Platinum
Premium Service &
Support
Policy
BY BILL
MONKS
Dear Mr. Waygate:
I thought you would like to hear
from a grateful customer how your Platinum Premium Service & Support
Policy came to my aid. I noticed recently my Waygate Pentium was running
as slow as a snail. My computer would be classified as new if it weren't
a computer. I had paid twenty-three hundred bucks for it in May. I see
now that it isn't even listed in Waygate's advertisements. Your cheapest
now is twelve hundred and a lot faster and more powerful than mine.

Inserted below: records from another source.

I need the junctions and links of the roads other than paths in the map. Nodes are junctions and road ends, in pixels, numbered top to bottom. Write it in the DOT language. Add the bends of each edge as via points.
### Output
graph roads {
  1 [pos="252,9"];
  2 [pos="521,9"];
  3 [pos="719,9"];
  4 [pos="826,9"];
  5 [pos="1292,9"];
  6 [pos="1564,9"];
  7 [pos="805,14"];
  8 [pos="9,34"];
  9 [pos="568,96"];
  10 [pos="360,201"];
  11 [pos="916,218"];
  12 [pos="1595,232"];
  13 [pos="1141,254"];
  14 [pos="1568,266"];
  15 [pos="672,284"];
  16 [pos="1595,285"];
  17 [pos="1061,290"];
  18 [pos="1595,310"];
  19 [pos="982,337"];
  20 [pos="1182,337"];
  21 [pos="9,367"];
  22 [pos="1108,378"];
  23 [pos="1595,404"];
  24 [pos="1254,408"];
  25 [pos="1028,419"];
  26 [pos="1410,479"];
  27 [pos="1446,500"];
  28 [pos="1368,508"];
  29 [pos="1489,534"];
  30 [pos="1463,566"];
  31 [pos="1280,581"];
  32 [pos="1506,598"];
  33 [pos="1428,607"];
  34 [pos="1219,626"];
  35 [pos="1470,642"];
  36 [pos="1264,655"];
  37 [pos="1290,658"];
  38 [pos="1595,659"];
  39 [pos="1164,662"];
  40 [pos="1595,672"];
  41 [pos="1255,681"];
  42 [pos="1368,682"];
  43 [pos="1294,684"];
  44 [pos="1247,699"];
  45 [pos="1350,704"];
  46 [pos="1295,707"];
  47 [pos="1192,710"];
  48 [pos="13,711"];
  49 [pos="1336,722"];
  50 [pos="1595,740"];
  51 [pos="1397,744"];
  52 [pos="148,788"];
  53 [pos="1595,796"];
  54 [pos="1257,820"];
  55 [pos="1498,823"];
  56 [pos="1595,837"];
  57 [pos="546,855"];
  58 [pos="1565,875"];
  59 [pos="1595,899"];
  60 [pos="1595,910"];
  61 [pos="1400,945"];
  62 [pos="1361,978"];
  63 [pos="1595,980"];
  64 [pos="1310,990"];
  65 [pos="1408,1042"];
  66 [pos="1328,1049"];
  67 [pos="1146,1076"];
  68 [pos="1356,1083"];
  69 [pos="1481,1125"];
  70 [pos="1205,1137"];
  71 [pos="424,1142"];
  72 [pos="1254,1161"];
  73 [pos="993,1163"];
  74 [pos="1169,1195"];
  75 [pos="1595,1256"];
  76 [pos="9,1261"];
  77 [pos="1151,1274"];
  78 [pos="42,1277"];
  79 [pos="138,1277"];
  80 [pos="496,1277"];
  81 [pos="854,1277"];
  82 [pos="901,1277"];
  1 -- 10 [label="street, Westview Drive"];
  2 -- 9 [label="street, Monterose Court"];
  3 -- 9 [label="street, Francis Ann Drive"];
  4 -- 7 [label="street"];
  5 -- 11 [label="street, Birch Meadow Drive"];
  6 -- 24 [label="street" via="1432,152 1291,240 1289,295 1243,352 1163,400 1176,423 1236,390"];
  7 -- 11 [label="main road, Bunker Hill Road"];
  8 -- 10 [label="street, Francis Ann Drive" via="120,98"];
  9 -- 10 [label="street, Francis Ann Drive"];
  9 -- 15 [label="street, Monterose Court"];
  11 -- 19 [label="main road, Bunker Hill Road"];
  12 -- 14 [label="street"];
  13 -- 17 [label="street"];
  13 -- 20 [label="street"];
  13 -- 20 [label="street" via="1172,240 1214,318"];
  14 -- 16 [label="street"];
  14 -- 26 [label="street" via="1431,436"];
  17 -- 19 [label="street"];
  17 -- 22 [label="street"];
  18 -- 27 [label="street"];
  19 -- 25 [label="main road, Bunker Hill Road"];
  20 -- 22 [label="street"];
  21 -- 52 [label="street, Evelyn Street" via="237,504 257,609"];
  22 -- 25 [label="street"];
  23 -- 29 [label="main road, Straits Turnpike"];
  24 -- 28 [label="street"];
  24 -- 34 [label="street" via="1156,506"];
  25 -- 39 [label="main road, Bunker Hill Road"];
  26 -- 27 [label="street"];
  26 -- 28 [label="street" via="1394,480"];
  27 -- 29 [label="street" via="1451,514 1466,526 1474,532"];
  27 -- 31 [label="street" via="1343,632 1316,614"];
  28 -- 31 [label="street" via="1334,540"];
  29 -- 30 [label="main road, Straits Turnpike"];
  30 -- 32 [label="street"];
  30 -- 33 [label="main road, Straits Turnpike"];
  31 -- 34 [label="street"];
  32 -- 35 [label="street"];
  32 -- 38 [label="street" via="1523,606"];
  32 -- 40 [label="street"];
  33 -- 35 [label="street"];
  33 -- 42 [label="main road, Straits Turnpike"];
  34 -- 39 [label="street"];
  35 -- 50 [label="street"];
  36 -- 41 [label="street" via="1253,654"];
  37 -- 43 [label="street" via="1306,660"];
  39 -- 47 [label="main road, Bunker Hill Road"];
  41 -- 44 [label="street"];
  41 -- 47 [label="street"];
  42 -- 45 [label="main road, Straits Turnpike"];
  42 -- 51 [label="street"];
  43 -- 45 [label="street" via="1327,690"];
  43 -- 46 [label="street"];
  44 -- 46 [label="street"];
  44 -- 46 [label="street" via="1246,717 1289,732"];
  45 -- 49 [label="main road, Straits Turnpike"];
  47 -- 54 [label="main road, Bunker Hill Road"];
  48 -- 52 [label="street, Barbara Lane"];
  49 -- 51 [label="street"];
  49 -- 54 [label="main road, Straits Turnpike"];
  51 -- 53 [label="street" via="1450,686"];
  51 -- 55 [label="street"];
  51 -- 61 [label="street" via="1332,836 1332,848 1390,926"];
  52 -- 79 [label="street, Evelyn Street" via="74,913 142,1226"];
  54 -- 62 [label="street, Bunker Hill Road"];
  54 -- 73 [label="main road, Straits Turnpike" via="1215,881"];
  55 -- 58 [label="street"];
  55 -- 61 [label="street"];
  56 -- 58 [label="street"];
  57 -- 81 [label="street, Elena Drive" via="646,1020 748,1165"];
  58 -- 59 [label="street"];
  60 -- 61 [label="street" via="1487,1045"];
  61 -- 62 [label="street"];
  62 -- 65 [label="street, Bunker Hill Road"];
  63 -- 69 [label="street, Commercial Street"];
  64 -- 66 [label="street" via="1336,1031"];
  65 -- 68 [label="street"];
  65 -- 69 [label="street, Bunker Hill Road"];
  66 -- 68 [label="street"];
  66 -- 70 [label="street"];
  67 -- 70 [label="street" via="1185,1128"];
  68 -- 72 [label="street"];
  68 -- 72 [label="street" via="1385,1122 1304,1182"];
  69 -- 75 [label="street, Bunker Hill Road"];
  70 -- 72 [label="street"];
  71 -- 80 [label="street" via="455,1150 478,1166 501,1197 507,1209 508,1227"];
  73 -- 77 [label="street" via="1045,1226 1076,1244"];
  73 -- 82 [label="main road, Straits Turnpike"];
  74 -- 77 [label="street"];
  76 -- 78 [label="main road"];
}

I see
you're throwing in a printer, that really hurt. The speed of advancing
technology is frightening. What you invent today you have to market within
the month, soon I guess you'll date them like milk cartons. I finally figured
out the right time to buy a computer is in the future.
The New York Times is spreading a
vicious rumor that you're thinking about giving them away and giving AOL
a run. I don't believe that for a moment. Luckily, knowing nothing is perfect,
I paid extra for your Platinum Premium Service & Support Policy. I
wanted to be guaranteed the very best support. Seeing "Old Bess" had started
to drag, I mean slow, I immediately took advantage of my Platinum Premium
Service & Support Policy in order that she might regain her youth.
My only concern was how long it would take your repairman to come to my
home.
Charley, a technician in North Dakota
answered my phone call and I explained the problem.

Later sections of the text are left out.